As we had good news from Tom's doctor and a package from my parents, we decided on an experimental dinner to test dried hotaruika firefly squid (Watasenia scintillans).
- Iri-kurodaizu gohan / steamed rice with roasted black soybeans
- Endomame to satoimo no surinagashi, hotaruika-dashi-jitate / English pea and baby taro soup with firefly squid broth
- Okara tamago to horenso no bataa-joyu itame / stir-fried spinach and egg with soybean pulp, soy sauce butter flavor
- Zukkiini to shiitake, satsumaage, tomato no yakibitashi / grilled zucchini, shiitake mushrooms, deep-fried fishcakes and tomato in light broth
A few days before this year's tanabata Star Festival, one of our wishes came true.
During his annual follow-up visit, Tom was told that his heart no longer showed signs of congestive cardio problems, other than long-standing a-fib (atrial fibrillation, a type of arrhythmia). Upon Tom's report of experiencing dizziness from his a-fib pill, the doctor gave him three options: reduce dose; change to a relatively new drug; or increase sodium intake! The third option -- which would increase the amount of body fluid and in turn raise blood pressure, therefore eliminating dizziness -- was immediately rejected, but I wonder if it is something many people happily jump at. Tom chose Option 1. Now he takes only one tiny pill a day.
Although we will continue with the same reduced-sodium diet, it does clear up a cloud hanging over our heads. So I went in the opposite direction of trying potentially sodium-rich dried hotaruika as part of dinner.

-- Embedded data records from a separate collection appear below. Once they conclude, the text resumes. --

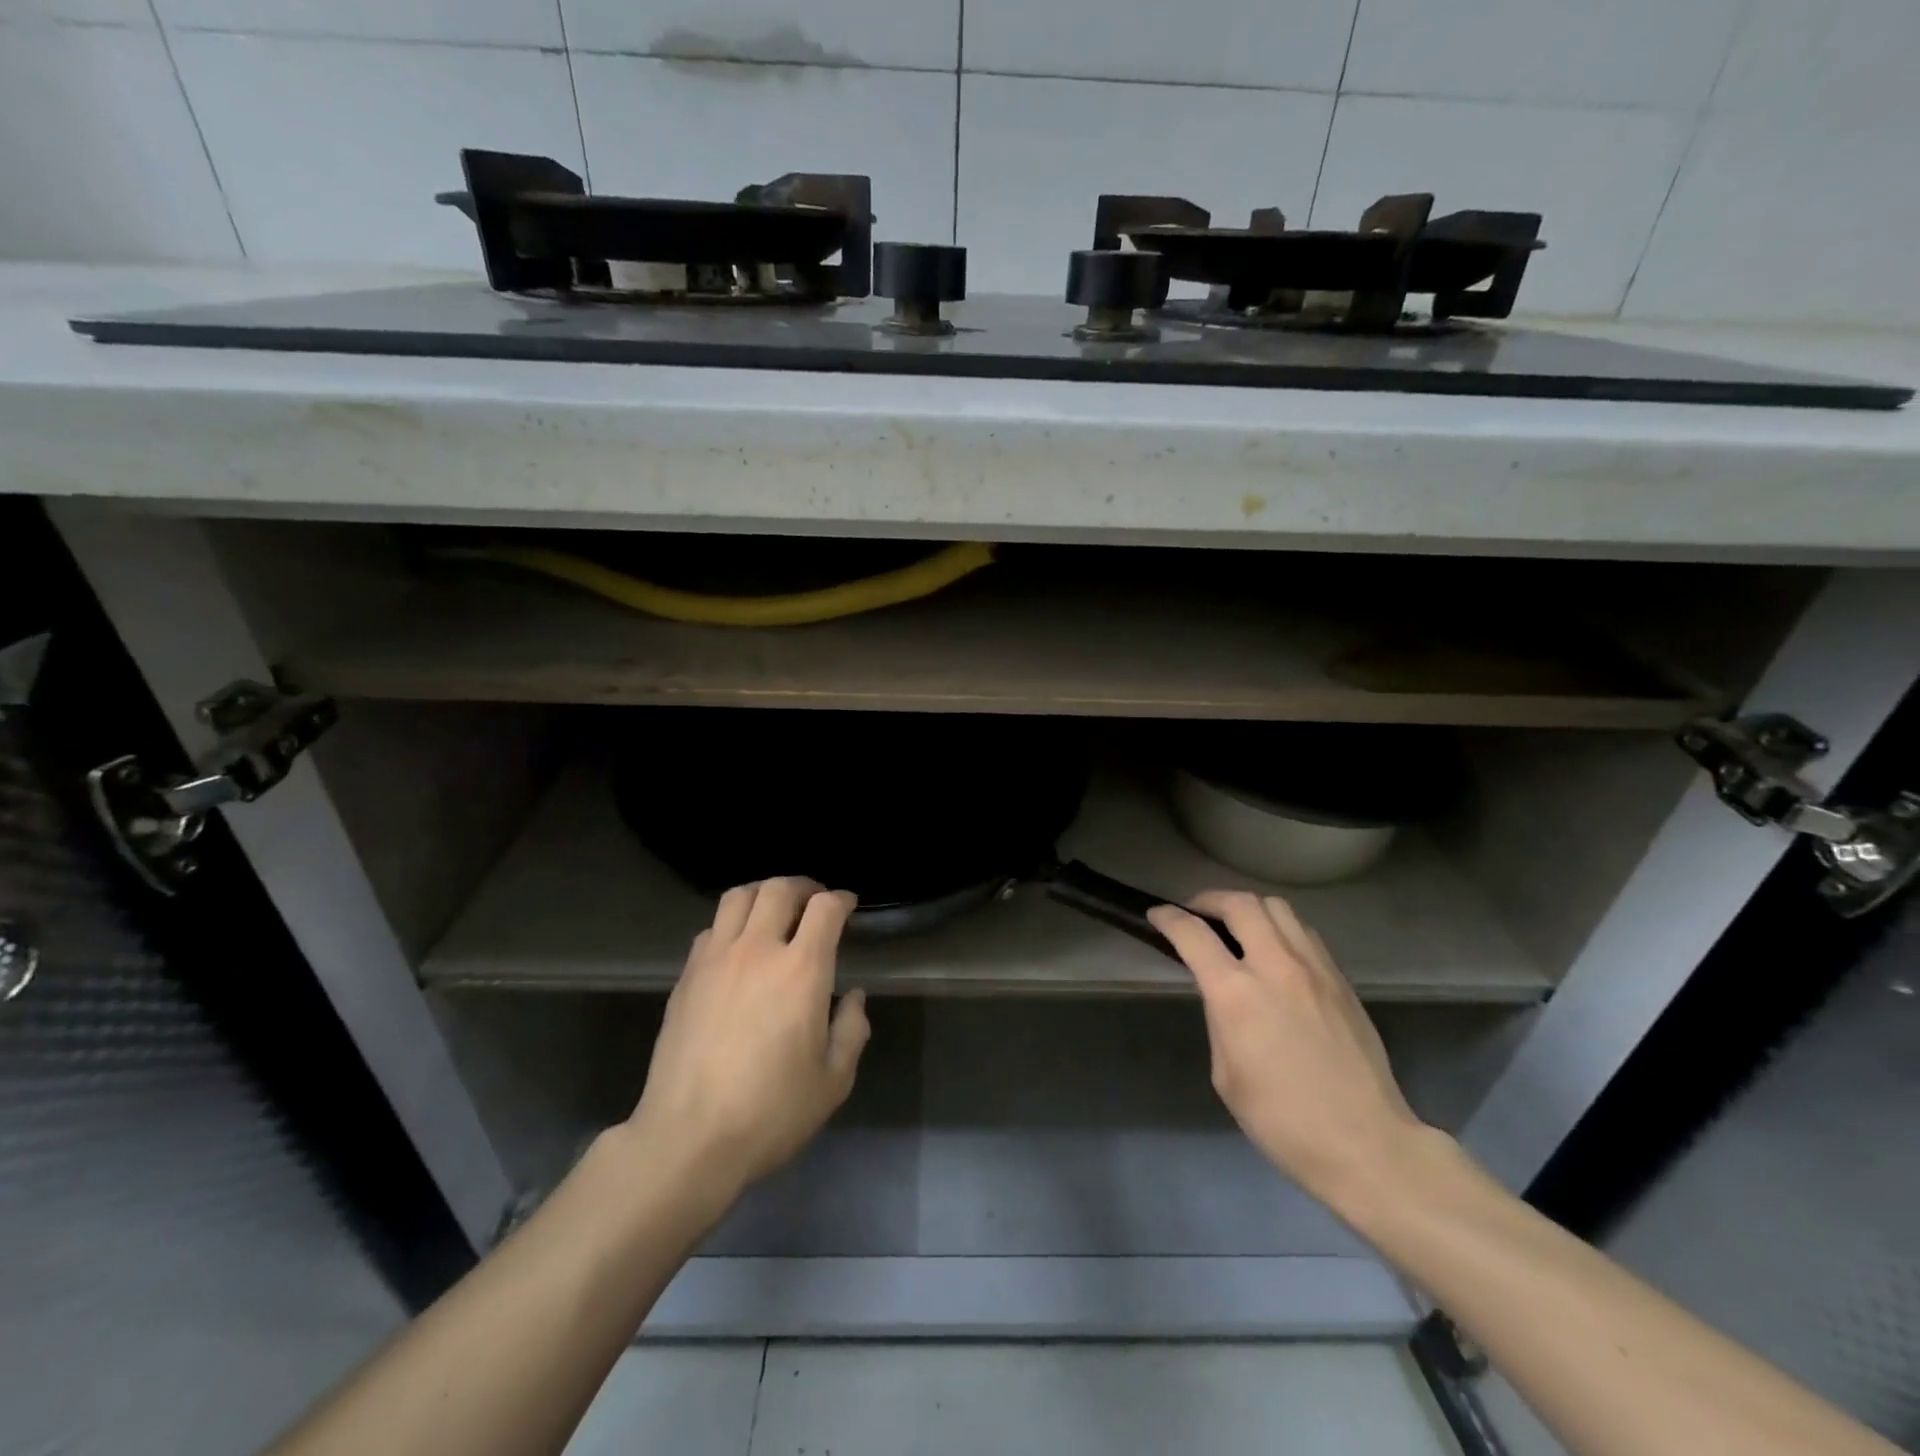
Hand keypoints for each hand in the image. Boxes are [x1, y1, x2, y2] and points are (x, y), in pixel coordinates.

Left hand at [627, 877, 869, 1202]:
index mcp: (801, 970)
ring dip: (763, 894)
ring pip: (739, 897)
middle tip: (813, 901)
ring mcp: (715, 959)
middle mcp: (758, 950)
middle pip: (779, 888)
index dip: (840, 899)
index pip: (824, 908)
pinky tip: (737, 946)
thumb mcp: (833, 1081)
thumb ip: (851, 1030)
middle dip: (803, 887)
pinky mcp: (686, 976)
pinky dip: (731, 923)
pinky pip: (710, 928)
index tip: (847, 905)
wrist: (688, 1139)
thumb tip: (852, 997)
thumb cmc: (770, 1112)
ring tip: (774, 911)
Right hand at [1148, 890, 1428, 1210]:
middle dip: (1209, 900)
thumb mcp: (1226, 1073)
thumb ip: (1220, 1019)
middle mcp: (1275, 967)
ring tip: (1237, 926)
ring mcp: (1314, 969)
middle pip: (1240, 903)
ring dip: (1248, 908)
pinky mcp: (1341, 980)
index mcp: (1237, 994)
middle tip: (1195, 914)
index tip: (1157, 915)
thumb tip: (1224, 994)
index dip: (1168, 918)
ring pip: (1277, 908)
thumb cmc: (1282, 1120)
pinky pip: (1304, 932)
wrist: (1366, 1144)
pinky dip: (1280, 928)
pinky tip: (1275, 951)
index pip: (1193, 934)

Hotaruika is a regional specialty of my hometown and neighboring cities on Toyama Bay. The firefly squid come close to shore in spring and their small bodies (total length 7-8 cm) are illuminated. We used to be able to scoop them up with a long-handled net from the pier. The only drawback was that you had to be at the port very early in the morning while dark; yet seeing the blue illumination floating in the water was like magic.

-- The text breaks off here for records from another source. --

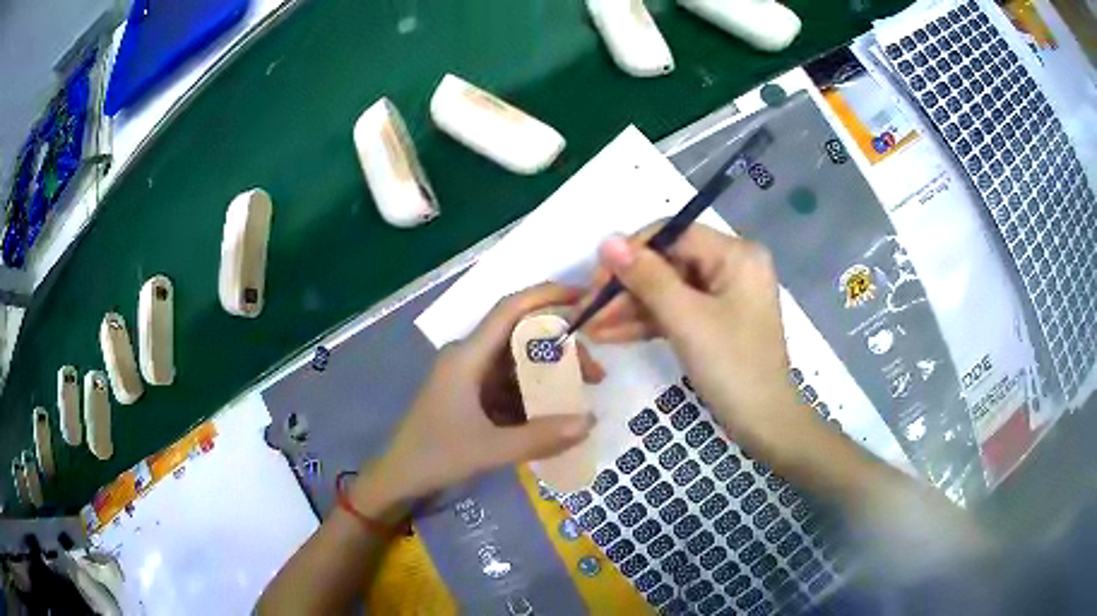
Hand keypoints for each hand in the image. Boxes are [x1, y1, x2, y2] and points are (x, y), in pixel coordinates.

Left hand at [352, 283, 602, 513]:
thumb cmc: (435, 457)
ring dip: (550, 376)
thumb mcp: (489, 450)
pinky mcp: (472, 398)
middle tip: (595, 375)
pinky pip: (511, 388)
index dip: (548, 296)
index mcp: (467, 357)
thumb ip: (540, 437)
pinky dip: (534, 397)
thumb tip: (591, 422)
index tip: (585, 297)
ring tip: (583, 396)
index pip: (510, 310)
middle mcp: (470, 359)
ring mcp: (470, 379)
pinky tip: (557, 415)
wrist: (398, 480)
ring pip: (519, 365)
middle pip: (522, 339)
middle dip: (561, 350)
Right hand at [578, 224, 803, 453]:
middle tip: (587, 310)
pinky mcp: (715, 320)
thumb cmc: (733, 367)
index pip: (673, 235)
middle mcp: (731, 265)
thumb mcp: (687, 320)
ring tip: (590, 328)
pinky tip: (611, 335)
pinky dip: (647, 323)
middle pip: (667, 263)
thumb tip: (606, 240)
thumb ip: (647, 277)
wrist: (765, 424)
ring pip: (668, 290)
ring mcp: (724, 294)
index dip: (631, 252)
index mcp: (735, 254)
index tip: (596, 280)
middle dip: (626, 288)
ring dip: (630, 309)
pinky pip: (677, 311)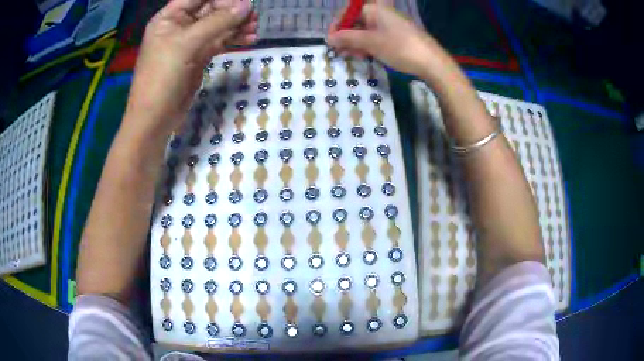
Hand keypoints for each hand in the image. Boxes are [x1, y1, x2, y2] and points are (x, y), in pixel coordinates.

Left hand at [125, 0, 256, 138]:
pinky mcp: (199, 56)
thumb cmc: (162, 77)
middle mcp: (180, 25)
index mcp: (170, 17)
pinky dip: (234, 39)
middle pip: (212, 8)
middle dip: (233, 11)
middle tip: (253, 17)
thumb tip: (247, 5)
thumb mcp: (187, 44)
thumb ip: (217, 22)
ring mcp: (190, 42)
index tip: (245, 2)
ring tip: (255, 29)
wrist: (155, 118)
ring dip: (237, 25)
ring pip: (218, 25)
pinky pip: (220, 41)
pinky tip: (249, 39)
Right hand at [327, 2, 448, 78]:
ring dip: (356, 44)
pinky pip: (376, 38)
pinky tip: (366, 56)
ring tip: (353, 57)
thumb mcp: (369, 42)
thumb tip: (329, 39)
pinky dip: (368, 46)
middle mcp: (381, 14)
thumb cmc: (399, 47)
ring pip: (365, 31)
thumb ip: (347, 38)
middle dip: (346, 37)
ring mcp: (390, 25)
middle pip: (356, 22)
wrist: (432, 62)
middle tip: (341, 53)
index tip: (330, 42)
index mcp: (374, 9)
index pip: (347, 13)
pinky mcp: (397, 36)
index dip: (336, 26)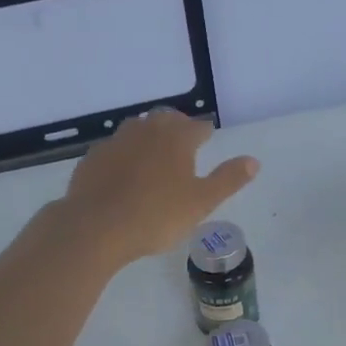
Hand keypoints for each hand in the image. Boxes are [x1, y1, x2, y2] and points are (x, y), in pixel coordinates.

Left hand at [60, 109, 258, 268]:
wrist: (96, 227)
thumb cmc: (156, 215)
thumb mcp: (201, 202)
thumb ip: (228, 179)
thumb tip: (253, 161)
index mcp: (176, 138)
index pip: (197, 127)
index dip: (204, 133)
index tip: (207, 139)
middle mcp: (146, 131)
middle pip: (165, 119)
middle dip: (177, 126)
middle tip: (183, 142)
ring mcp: (116, 142)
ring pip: (137, 128)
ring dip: (149, 136)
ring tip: (154, 154)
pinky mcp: (93, 158)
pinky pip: (114, 148)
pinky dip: (124, 154)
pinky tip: (124, 172)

Dried hotaruika (lightly salted and dried; photo at right) were something new to me, and I quickly roasted and soaked them in water to make dashi. Hotaruika's salt content prevailed, and my dashi test was a disappointment. Still, I continued with the failed dashi and regular katsuo-kobu dashi to cook English peas (now available at local shops following fava beans ... their seasons are backward this year). Satoimo baby taro root slices were added for thick creaminess. Both vegetables were pureed once soft, and the soup itself turned out great. Rehydrated hotaruika topped the soup.
Spinach, okara soybean pulp and eggs were taking up space in the fridge, and they were made into an easy stir-fry with the golden combination of butter and soy sauce. Rich taste appeals to Tom.

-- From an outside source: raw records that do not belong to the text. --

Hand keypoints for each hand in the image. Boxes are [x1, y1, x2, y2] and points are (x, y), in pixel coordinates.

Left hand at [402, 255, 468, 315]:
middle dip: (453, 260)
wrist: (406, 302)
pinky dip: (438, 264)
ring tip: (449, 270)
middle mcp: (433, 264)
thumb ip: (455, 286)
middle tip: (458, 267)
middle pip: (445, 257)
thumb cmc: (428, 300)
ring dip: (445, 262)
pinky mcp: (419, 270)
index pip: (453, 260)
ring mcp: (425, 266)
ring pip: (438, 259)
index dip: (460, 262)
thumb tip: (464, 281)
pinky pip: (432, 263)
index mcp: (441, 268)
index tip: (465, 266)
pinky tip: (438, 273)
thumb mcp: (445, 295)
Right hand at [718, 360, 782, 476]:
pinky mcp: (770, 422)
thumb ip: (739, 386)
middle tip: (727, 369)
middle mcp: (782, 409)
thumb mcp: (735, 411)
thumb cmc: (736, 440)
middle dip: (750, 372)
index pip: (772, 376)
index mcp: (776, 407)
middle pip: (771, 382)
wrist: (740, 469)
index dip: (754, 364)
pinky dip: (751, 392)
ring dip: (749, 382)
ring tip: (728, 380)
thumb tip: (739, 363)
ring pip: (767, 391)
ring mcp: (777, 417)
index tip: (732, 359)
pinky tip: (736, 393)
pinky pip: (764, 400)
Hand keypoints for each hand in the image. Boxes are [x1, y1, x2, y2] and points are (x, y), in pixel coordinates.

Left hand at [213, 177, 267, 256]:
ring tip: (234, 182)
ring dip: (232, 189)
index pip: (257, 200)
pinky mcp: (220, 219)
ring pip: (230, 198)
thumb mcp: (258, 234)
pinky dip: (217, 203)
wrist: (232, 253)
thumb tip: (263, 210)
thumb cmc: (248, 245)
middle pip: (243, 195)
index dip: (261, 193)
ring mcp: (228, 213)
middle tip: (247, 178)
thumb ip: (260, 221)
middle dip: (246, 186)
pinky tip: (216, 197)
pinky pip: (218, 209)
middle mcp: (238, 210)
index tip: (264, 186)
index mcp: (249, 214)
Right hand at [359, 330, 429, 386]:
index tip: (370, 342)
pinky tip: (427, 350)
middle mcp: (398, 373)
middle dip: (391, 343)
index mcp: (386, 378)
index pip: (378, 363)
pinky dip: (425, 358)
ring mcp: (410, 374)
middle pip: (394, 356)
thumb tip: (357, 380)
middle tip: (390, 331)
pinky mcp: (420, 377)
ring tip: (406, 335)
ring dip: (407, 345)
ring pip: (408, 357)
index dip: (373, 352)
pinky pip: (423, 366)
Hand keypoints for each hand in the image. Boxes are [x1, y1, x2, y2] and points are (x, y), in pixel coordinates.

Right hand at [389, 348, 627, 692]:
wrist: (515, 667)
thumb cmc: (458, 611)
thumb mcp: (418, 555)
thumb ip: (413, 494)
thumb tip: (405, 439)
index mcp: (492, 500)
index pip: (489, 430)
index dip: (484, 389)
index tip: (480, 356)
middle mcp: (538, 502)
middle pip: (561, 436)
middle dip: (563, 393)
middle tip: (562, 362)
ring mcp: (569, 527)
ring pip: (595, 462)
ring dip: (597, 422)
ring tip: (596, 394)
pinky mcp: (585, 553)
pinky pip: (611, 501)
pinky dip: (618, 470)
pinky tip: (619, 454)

Thick slices of zucchini were sun dried the day before. I was going to make jeon, then my motivation went down and the vegetable went into Tupperware instead of on a hot griddle. Desalinated satsumaage fishcakes were also sitting in the fridge. They, along with tomato and shiitake, were grilled and marinated in light broth. An easy, tasty solution.
Nothing really crunchy so far. Kinpira and other dishes that came to mind would add more seasoning that involves sodium. So I toasted black soybeans and added them to rice. Although not particularly crunchy, soybeans provide enough contrast with soft rice, plus you have to chew them repeatedly, which naturally slows how fast you eat and helps to signal your brain that you are full at some point (some people say 20 minutes after starting to eat). Besides those side benefits, toasted soybeans add a pretty purple color thanks to anthocyanin, a polyphenol, as well as a mellow aroma to rice, and it tasted good.
Rough sodium content per serving is 600 mg for this dinner.
Who said you need to avoid soy sauce for a reduced-sodium diet?